A witness is constructed using the an_element implementation of the result.

isdisjoint(Z1::AbstractZonotope, Z2::AbstractZonotope,
           [witness]::Bool=false; [solver]=nothing)

Check whether two zonotopic sets do not intersect, and otherwise optionally compute a witness.

Input

• Z1 – zonotopic set
• Z2 – zonotopic set
• witness – (optional, default: false) compute a witness if activated
• solver – (optional, default: nothing) the backend used to solve the linear program

Output

• If witness option is deactivated: true iff $Z1 ∩ Z2 = ∅$
• If witness option is activated:
  • (true, []) iff $Z1 ∩ Z2 = ∅$
  • (false, v) iff $Z1 ∩ Z2 ≠ ∅$ and $v ∈ Z1 ∩ Z2$

Algorithm

The algorithm is taken from [1].

$Z1 ∩ Z2 = ∅$ iff $c_1 - c_2 ∉ Z(0, (g_1, g_2))$ where $c_i$ and $g_i$ are the center and generators of zonotope Zi and $Z(c, g)$ represents the zonotope with center $c$ and generators $g$.

[1] L. J. Guibas, A. T. Nguyen, L. Zhang: Zonotopes as bounding volumes.
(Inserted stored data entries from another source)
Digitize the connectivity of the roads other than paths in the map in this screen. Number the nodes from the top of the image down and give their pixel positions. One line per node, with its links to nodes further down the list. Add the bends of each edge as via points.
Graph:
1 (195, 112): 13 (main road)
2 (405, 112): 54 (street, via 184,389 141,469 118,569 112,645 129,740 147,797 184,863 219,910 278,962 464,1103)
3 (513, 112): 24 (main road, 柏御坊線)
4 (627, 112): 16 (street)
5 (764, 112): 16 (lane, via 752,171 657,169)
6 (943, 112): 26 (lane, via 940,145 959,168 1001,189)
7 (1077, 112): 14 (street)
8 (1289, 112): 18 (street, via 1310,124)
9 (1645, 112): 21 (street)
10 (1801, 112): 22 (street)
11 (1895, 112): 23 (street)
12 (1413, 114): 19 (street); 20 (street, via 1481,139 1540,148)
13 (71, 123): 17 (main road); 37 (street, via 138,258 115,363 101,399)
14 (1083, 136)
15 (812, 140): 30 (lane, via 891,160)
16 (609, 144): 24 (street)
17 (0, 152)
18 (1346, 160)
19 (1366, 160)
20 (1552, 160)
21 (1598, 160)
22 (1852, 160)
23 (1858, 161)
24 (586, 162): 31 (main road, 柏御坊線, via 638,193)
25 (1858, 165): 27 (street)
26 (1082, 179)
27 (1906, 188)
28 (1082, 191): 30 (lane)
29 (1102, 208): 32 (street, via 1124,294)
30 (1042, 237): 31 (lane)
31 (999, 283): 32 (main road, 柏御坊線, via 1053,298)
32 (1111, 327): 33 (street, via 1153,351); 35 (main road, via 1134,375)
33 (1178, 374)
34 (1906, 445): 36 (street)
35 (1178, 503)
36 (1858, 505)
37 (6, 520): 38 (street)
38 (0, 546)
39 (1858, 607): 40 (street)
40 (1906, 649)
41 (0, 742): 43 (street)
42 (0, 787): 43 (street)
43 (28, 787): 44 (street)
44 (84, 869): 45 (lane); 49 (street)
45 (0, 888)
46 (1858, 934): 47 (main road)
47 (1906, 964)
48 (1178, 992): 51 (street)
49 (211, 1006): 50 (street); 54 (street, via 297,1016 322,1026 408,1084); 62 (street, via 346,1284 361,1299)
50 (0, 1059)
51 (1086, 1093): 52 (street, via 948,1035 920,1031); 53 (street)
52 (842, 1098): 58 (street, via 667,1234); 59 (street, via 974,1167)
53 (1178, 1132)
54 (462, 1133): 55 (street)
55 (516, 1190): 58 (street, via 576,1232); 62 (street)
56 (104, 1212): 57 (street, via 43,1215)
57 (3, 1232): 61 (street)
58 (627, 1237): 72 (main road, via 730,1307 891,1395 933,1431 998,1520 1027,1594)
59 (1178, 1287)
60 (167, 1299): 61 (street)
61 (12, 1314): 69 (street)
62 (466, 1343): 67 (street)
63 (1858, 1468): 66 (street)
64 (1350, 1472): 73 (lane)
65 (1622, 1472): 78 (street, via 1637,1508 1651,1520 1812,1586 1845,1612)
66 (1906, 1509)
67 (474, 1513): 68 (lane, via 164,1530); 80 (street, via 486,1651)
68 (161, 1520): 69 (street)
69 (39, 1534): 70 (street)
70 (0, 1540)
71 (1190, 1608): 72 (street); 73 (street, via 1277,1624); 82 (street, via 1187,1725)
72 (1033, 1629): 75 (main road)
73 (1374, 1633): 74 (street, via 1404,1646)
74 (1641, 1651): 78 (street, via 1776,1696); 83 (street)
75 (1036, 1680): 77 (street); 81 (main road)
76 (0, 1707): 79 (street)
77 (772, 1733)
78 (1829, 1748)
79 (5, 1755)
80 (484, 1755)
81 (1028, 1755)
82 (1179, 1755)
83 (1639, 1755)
SODA

isdisjoint(L1::LineSegment, L2::LineSegment, [witness]::Bool=false)

Check whether two line segments do not intersect, and otherwise optionally compute a witness.

Input

• L1 – line segment
• L2 – line segment
• witness – (optional, default: false) compute a witness if activated

Output

• If witness option is deactivated: true iff $L1 ∩ L2 = ∅$
• If witness option is activated:
  • (true, []) iff $L1 ∩ L2 = ∅$
  • (false, v) iff $L1 ∩ L2 ≠ ∅$ and $v ∈ L1 ∩ L2$

Algorithm

The algorithm is inspired from here, which again is the special 2D case of a 3D algorithm from [1].

We first check if the two line segments are parallel, and if so, if they are collinear. In the latter case, we check membership of any of the end points in the other line segment. Otherwise the lines are not parallel, so we can solve an equation of the intersection point, if it exists.

[1] Ronald Goldman. Intersection of two lines in three-space. Graphics Gems

isdisjoint(P::AbstractPolyhedron, X::LazySet, [witness]::Bool=false;
           [solver]=nothing, [algorithm]="exact")

Check whether a polyhedral set and another set do not intersect, and otherwise optionally compute a witness.

Input

• P – polyhedral set
• X – set (see the Notes section below)
• witness – (optional, default: false) compute a witness if activated
• solver – (optional, default: nothing) the backend used to solve the linear program
• algorithm – (optional, default: "exact") algorithm keyword, one of: * "exact" (exact, uses a feasibility LP) *"sufficient" (sufficient, uses half-space checks)

Output

• If witness option is deactivated: true iff $P ∩ X = ∅$
• If witness option is activated:
  • (true, []) iff $P ∩ X = ∅$
  • (false, v) iff $P ∩ X ≠ ∅$ and $v ∈ P ∩ X$

Notes

For algorithm == "exact", we assume that constraints_list(X) is defined. For algorithm == "sufficient", witness production is not supported.

For solver == nothing, we fall back to default_lp_solver(N).

Algorithm

For algorithm == "exact", see isempty(P::HPoly, ::Bool).

For algorithm == "sufficient", we rely on the intersection check between the set X and each constraint in P. This requires one support-function evaluation of X for each constraint of P. With this algorithm, the method may return false even in the case where the intersection is empty. On the other hand, if the algorithm returns true, then it is guaranteed that the intersection is empty.